For those few moments, unlikely as this may sound, there was a potent hint of Vito Corleone about the exquisitely courteous Tony Benn. (Three days later, a jiffy bag landed on my doormat. “I so enjoyed our chat, and felt I should return this, which you left behind,” read a note alongside a pack of Marlboro Lights containing two fags.) Don’t go there, he was warning. Do not dare suggest to me that, because we have political differences, I am ashamed of the son I adore.

How closely he could resemble Brando’s godfather I didn’t realise until a couple of days ago, when a friend mentioned a friend who was a friend of Tony Benn’s. When Hilary reached the Cabinet, this guy wrote to Tony to congratulate him on his lad’s promotion, appending a mild enough remark that it was a bit of a shame Hilary was so right wing. Tony would not speak to him for six months. When they next met, he icily fixed his gaze. “Never,” he said, “dishreshpect my family again.” So much for the popular notion, propounded on Twitter by Alex Salmond among others, that Tony Benn’s coffin is gyrating towards the Earth’s core in outrage at Hilary’s parliamentary tour de force in favour of bombing Syria.

The following is a smug argument I long ago vowed never to make. But what’s the point of being a columnist if you can’t break a solemn oath among friends? So I ask aloud whether Salmond, a faintly mafioso figure himself in the sweetest possible way, would be capable of such a thought were he a father himself. Perhaps he would. Perhaps, if he had a daughter or son who campaigned passionately for Scotland to remain in the Union, he would be ashamed of that child. For some fathers, it’s true: personal belief outranks parental love. But these are few; for most of us, there is little short of genocide a child could do to repel us.
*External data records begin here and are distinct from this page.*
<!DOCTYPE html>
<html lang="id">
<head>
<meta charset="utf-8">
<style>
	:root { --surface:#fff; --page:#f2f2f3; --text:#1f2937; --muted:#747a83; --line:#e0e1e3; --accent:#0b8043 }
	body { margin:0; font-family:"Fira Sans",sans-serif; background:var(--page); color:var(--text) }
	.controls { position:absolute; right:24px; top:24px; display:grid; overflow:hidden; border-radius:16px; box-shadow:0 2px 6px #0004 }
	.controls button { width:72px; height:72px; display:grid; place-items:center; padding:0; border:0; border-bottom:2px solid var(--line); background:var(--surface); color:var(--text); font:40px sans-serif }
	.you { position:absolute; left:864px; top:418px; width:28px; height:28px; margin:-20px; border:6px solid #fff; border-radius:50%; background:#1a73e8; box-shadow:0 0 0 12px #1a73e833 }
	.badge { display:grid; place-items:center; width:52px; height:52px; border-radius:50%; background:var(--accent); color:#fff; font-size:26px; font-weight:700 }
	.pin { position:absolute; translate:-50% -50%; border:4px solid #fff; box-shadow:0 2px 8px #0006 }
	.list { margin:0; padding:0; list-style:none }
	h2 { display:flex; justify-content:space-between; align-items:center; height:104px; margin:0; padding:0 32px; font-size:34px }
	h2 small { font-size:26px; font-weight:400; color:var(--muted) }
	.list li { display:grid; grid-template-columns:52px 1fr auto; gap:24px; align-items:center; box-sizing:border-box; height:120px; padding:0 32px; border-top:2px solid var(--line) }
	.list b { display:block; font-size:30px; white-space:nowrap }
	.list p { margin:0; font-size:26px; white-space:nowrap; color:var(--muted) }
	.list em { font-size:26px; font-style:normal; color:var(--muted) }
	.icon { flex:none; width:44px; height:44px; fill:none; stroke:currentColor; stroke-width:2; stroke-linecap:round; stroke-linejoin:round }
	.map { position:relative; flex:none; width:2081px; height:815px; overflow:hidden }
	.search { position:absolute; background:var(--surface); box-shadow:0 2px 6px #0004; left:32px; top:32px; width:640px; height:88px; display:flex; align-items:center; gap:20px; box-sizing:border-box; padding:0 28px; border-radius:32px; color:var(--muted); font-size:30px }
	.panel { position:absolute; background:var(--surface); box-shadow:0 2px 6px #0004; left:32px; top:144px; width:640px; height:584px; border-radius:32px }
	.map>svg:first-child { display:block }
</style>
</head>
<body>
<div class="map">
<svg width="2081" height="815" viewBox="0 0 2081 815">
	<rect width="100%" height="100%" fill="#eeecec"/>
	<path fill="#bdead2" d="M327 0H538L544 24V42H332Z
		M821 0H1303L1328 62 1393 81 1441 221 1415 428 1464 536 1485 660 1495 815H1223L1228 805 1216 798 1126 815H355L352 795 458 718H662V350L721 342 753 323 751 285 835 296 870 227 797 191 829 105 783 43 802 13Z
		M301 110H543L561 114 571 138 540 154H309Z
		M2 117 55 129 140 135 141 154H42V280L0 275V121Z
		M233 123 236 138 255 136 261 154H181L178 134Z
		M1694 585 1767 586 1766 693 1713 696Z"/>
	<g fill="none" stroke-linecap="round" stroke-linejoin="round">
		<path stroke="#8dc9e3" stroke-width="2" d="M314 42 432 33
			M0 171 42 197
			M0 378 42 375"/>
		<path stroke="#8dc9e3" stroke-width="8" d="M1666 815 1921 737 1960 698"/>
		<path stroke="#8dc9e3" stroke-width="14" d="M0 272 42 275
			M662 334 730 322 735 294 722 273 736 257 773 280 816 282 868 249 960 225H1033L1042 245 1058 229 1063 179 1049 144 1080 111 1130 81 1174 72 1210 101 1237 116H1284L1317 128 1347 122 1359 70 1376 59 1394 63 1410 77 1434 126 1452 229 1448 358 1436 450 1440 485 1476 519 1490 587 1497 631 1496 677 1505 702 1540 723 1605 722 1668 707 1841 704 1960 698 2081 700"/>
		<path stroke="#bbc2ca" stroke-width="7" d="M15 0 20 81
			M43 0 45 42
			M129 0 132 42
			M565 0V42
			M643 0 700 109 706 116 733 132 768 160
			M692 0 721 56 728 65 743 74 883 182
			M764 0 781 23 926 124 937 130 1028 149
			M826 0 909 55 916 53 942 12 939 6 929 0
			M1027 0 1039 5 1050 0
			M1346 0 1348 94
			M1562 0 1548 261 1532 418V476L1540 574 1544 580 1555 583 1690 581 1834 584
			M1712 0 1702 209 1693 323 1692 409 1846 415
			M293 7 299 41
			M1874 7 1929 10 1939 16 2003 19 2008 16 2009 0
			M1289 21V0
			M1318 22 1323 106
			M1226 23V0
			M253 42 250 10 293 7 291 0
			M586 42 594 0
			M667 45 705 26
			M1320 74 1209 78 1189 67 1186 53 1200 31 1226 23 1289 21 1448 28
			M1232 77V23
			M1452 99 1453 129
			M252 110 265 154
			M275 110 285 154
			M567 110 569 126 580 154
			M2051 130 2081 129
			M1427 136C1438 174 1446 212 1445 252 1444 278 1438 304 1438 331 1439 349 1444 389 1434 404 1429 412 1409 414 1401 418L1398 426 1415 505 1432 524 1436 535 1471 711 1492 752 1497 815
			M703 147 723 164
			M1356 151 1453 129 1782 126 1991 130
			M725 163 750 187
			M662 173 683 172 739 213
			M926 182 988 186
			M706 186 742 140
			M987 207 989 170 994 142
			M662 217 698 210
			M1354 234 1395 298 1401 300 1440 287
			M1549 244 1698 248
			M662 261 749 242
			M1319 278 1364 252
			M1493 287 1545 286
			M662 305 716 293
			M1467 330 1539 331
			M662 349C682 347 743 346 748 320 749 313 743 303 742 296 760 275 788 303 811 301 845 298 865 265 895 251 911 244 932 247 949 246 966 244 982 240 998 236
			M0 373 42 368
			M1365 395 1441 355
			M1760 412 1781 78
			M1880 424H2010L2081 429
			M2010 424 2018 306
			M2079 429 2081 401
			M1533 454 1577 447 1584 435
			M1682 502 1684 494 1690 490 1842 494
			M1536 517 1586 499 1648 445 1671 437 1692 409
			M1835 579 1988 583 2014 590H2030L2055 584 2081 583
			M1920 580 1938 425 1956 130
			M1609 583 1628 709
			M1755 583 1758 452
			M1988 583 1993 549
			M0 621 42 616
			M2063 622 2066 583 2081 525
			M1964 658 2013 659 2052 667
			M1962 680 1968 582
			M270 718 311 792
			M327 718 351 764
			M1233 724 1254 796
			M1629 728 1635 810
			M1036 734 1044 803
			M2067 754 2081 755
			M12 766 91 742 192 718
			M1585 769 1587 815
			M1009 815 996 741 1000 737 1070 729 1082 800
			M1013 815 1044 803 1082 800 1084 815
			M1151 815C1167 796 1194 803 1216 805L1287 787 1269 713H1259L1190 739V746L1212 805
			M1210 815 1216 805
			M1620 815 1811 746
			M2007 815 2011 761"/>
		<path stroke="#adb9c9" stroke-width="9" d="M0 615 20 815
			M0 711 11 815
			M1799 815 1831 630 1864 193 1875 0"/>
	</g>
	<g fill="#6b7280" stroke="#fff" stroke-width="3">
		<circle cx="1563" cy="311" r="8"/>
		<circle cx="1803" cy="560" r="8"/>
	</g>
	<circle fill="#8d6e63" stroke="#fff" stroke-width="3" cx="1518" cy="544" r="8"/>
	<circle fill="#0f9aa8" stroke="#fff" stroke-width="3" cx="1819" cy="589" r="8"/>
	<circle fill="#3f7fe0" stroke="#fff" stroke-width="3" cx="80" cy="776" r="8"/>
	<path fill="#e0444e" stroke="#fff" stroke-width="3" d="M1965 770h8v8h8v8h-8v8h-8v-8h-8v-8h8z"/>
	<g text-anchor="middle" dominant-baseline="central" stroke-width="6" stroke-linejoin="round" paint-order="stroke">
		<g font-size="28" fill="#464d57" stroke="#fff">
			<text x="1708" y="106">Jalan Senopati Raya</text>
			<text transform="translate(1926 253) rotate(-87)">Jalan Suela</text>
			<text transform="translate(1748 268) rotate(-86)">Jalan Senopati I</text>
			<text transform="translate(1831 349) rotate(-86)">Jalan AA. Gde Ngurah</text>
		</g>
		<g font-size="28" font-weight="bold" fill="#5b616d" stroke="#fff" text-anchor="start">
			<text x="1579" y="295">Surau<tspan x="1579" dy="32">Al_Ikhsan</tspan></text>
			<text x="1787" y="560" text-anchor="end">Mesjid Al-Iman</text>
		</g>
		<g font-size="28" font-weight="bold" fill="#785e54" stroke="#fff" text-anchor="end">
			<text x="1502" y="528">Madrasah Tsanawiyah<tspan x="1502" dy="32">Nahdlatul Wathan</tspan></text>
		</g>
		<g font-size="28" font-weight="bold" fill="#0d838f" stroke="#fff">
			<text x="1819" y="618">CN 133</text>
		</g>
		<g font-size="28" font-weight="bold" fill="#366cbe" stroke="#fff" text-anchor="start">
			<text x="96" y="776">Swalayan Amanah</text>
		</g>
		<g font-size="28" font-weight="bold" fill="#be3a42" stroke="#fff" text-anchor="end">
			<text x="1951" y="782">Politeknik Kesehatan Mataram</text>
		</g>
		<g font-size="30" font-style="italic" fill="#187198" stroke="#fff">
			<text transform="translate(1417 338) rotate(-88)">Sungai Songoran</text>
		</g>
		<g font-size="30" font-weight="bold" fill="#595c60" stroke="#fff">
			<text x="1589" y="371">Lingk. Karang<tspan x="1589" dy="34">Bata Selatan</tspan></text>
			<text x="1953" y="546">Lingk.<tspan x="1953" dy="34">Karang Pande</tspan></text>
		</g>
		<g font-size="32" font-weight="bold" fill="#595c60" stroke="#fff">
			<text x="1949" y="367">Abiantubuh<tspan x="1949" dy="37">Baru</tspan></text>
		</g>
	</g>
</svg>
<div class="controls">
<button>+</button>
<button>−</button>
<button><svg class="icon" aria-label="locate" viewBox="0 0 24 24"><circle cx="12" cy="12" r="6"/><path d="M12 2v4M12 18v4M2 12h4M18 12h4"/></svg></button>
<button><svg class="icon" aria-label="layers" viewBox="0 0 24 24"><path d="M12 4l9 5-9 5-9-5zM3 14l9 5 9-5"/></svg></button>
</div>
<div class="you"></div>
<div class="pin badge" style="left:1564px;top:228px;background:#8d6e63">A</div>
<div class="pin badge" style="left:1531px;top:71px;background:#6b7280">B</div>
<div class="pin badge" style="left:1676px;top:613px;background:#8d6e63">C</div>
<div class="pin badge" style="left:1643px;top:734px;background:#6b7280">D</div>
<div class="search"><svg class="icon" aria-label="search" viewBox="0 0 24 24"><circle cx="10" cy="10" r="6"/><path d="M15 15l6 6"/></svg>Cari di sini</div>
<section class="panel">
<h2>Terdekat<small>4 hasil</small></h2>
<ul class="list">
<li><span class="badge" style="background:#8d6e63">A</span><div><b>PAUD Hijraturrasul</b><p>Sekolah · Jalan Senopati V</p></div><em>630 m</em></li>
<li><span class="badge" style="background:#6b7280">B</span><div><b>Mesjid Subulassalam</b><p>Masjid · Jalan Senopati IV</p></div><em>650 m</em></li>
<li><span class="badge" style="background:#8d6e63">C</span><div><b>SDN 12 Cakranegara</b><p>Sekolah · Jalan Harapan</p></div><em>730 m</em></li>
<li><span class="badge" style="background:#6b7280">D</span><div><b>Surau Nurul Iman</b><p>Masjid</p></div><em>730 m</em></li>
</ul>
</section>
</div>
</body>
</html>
Since my own son inherited a loathing of football through his maternal line, the test was never faced. But had he told me at seven that he had decided to support Ars**al, I would have coped. Had he later been signed by that club, and scored an 89th minute FA Cup final winner against Spurs, the tears of pride would have flowed in a raging torrent to wash away a lone tear of melancholy. This, I am certain, is how Tony Benn would have reacted had he been looking down on his baby boy’s triumph from the back benches on Wednesday night.

Of course, one wonders whether Hilary’s eagerness for military action is due in part to a subconscious rebellion against his dad. Freud might have analysed it in Oedipal terms. The philosopher Johnny Cash would explain his bellicosity by reference to “A Boy Named Sue”, his seminal 1969 treatise on the effects on the male psyche of a female forename. “Well, he must have thought that is quite a joke,” as the narrator reflects of his father. “And it got a lot of laughs from a lots of folk/ It seems I had to fight my whole life through/ Some gal would giggle and I’d get red/ And some guy’d laugh and I’d bust his head/ I tell ya, life ain’t easy for a boy named Sue.”

Life can’t have been easy at a London comprehensive in the harsher playground era of the 1960s, I tell ya, for a boy named Hilary. If he resented Tony for that, and expressed it by positioning himself on the opposite wing of the Labour Party, who could be surprised?

Yet unlike that Boy Named Sue, who “made a vow to the moon and stars, to search the honky tonks and bars, and kill the man who gave me that awful name”, Hilary was an unusually filial son. Others would have rejected more than the name (like Zowie Bowie, David’s boy, who reinvented himself as Duncan Jones). Hilary not only kept Hilary, he emulated Tony by becoming teetotal and vegetarian.

We are all of us – male and female – like our fathers in some ways, and unlike them in others. If some would prefer the Hilary balance rejigged, so that he ate chops and drank Scotch but echoed his father’s distaste for imperialist military folly, well, that’s really none of our beeswax.

And almost all of us who are fathers surely wish our children to be themselves rather than clones of us, even at the paltry cost of differing opinions. Vito and Michael Corleone had violently contrasting views about how to run the family business. In spite of that, the son worshipped the father, who was desperately proud of the son – and so it was, as it should have been, with the Benns of Holland Park.